Source data
══════════
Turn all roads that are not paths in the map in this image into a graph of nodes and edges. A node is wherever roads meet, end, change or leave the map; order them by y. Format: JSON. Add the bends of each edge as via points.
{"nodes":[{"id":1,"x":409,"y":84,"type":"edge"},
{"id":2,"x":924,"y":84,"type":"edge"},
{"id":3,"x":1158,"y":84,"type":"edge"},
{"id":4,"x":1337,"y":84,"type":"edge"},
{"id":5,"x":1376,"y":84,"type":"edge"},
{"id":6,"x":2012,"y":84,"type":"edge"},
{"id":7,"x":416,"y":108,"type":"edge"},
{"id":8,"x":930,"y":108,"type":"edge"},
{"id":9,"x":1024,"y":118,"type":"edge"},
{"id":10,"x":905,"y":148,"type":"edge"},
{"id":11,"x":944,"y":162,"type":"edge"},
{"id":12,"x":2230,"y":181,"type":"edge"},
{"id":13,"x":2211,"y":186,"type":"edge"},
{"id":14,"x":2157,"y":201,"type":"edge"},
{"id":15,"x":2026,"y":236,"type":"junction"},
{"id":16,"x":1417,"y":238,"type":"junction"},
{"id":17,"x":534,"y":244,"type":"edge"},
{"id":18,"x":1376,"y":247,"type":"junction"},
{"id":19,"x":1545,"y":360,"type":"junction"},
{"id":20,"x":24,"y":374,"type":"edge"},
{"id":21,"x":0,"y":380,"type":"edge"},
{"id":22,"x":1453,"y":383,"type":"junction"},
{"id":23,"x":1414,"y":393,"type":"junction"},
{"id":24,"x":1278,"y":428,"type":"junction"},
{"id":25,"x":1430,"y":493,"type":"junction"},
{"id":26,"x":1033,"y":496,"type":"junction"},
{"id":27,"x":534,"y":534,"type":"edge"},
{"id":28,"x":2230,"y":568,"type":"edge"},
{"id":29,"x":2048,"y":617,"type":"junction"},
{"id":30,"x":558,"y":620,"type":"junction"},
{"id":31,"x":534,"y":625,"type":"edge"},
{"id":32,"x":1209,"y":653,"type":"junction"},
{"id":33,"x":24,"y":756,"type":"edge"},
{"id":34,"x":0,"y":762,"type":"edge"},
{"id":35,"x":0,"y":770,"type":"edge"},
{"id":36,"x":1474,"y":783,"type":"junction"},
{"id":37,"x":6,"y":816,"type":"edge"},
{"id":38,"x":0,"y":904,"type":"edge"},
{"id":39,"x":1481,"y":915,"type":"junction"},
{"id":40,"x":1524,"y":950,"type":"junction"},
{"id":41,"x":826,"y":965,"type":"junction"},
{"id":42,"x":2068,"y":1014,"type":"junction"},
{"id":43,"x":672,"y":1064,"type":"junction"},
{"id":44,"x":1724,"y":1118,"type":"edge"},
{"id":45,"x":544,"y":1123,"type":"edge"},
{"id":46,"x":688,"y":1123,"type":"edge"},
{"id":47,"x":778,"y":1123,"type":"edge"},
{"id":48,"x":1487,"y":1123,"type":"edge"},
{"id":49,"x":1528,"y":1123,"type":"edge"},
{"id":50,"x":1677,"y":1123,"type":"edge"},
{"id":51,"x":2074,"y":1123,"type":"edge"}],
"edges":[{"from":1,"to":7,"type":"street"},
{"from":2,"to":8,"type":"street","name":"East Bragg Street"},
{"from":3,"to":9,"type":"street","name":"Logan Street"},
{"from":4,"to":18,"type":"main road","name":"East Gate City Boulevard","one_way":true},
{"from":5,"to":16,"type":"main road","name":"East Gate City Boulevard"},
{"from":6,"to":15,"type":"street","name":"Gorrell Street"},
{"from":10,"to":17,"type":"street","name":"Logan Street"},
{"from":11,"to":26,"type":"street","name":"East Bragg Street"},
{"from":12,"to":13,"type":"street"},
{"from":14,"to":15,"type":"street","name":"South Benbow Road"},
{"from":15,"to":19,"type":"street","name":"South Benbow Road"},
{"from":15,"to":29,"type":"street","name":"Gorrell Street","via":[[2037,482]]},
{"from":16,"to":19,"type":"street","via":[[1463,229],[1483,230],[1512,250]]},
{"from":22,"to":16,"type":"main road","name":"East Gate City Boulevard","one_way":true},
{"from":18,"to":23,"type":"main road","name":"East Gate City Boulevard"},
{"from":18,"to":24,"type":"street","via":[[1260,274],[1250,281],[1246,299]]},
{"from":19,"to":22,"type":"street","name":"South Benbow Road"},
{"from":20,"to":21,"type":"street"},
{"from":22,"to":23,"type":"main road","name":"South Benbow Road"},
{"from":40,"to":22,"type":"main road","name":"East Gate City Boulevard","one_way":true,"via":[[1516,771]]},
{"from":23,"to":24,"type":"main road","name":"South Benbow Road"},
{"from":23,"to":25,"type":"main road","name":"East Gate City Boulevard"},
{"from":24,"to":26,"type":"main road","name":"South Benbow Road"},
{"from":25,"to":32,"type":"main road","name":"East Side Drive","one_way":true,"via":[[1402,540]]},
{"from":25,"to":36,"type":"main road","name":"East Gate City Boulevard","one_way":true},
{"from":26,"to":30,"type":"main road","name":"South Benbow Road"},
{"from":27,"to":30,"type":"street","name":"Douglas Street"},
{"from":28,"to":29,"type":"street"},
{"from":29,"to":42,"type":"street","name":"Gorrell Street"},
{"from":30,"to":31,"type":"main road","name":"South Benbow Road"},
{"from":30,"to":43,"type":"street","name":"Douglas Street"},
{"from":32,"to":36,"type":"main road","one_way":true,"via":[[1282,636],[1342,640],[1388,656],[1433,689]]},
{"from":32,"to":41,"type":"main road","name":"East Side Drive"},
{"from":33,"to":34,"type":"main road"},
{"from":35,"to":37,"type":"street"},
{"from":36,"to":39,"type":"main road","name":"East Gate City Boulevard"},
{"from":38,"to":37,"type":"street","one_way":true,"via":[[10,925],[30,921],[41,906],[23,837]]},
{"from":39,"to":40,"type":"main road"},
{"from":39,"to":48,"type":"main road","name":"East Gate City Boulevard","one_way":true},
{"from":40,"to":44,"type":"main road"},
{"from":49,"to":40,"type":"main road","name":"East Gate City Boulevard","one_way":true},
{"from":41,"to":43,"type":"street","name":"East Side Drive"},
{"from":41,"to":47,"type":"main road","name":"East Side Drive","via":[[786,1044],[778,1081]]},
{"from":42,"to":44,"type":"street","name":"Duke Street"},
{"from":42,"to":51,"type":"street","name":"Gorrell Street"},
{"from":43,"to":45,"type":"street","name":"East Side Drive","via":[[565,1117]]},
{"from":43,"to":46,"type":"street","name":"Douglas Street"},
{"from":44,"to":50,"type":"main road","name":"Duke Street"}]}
══════════
Exercise goal
Where a line of the records holds the word "edges", copy that line.

Written answer
Turn all roads that are not paths in the map in this image into a graph of nodes and edges. A node is wherever roads meet, end, change or leave the map; order them by y. Format: JSON. Add the bends of each edge as via points.
"edges":[{"from":1,"to":7,"type":"street"},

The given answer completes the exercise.